Nel cap. 9 (pp. 139-162) l’Autore considera se l’ideale epicureo possa essere veramente definito come individualista, per concludere che questo non è veramente possibile, soprattutto in virtù dell’altissima concezione dell’amicizia riscontrabile in Epicuro, che Fusaro difende a ragione dall’accusa di utilitarismo, dato che per Epicuro l’amicizia nasce dal reciproco giovamento, ma presto trascende questa dimensione per divenire fine a se stessa. Potremmo parlare di individualismo solo in senso universale e trasversale, rivolto all’uomo in quanto tale. Quanto alla vita politica, difficilmente compatibile con l’ataraxia, l’Autore richiama opportunamente l’interessante motivazione addotta da Diogene Laerzio per l’astensione di Epicuro da essa: la sua eccessiva modestia. Dal punto di vista del diritto, Epicuro nega che ne esista uno secondo natura, e si pone alle radici del positivismo giuridico. Il cap. 10 (pp. 163-171) è dedicato ad alcune riflessioni conclusive sulla valenza terapeutica della filosofia secondo Epicuro, uno scopo cui egli piega tutto il resto. La profonda coerenza tra la predicazione filosofica di Epicuro e la sua vita, raramente presente nei filosofi, è sottolineata nel cap. 11 (pp. 172-178). Il cap. 12 (pp. 179-204), infine, fornisce una breve storia del pensiero epicureo e delle sue influenze attraverso i secoli: esso rimase sostanzialmente invariato, ma fu anche impiegato a supporto di teorie assai diverse, fino all’avvicinamento al cristianesimo tentato da Guglielmo di Conches, Lorenzo Valla e altri: credo tuttavia che l’Autore abbia ben ragione nel notare alcune profonde incompatibilità tra epicureismo e cristianesimo. Per Lucrezio, Fusaro suppone che il suo poema possa essere anche non finito; il suo titolo si richiama certamente al monumentale Perì fuseos di Epicuro, in trentasette libri, i cui frammenti, recuperati soltanto di recente nella villa epicurea di Ercolano, attendono ancora di essere disponibili in un’edizione italiana complessiva. Conclude l’opera una breve bibliografia (pp. 205-212).

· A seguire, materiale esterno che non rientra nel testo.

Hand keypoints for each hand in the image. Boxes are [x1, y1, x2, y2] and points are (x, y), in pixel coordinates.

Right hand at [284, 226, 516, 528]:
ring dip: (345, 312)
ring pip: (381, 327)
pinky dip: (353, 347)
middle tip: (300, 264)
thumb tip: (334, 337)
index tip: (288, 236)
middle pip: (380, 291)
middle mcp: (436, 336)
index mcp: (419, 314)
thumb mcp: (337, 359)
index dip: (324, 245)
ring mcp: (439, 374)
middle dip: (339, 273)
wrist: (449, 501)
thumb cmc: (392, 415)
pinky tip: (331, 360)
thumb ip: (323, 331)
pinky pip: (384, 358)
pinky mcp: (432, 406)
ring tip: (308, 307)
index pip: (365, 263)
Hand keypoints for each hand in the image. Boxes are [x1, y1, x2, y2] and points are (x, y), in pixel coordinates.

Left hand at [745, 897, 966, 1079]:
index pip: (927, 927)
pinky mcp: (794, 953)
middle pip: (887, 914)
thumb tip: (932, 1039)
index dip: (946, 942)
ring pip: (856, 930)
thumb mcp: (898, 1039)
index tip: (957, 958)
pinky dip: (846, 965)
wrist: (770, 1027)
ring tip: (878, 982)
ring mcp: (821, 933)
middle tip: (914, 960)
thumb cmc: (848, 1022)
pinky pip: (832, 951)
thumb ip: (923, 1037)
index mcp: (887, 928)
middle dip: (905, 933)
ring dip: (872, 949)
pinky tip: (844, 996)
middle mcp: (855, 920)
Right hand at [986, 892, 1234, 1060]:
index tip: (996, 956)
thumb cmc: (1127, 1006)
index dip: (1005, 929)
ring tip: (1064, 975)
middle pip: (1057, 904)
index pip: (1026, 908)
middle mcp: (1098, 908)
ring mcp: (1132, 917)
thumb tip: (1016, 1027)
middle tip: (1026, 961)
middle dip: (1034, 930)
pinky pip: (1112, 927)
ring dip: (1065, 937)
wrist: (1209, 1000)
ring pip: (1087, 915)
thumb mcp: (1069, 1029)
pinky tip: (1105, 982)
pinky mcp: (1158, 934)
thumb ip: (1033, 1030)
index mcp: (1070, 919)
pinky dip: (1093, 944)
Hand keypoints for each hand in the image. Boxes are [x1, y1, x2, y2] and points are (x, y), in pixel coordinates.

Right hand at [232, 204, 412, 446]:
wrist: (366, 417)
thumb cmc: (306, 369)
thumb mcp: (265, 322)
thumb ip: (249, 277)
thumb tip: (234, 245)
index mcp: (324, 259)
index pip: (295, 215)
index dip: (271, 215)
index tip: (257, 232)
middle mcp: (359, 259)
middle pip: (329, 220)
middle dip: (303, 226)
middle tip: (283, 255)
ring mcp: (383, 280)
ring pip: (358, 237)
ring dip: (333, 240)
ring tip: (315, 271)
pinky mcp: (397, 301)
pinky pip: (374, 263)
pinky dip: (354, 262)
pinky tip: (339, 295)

Si tratta di un contributo chiaro, sintetico e ben articolato, che poggia su solide basi scientifiche e su una sicura e approfondita conoscenza del pensiero epicureo, e che al contempo si legge piacevolmente e si presenta come un invito ad accostarsi ad un pensiero dotato di profonda coerenza e finalizzato primariamente alla ricerca della felicità. Anzi, come Fusaro mostra bene, risulta precisamente costruito ad hoc.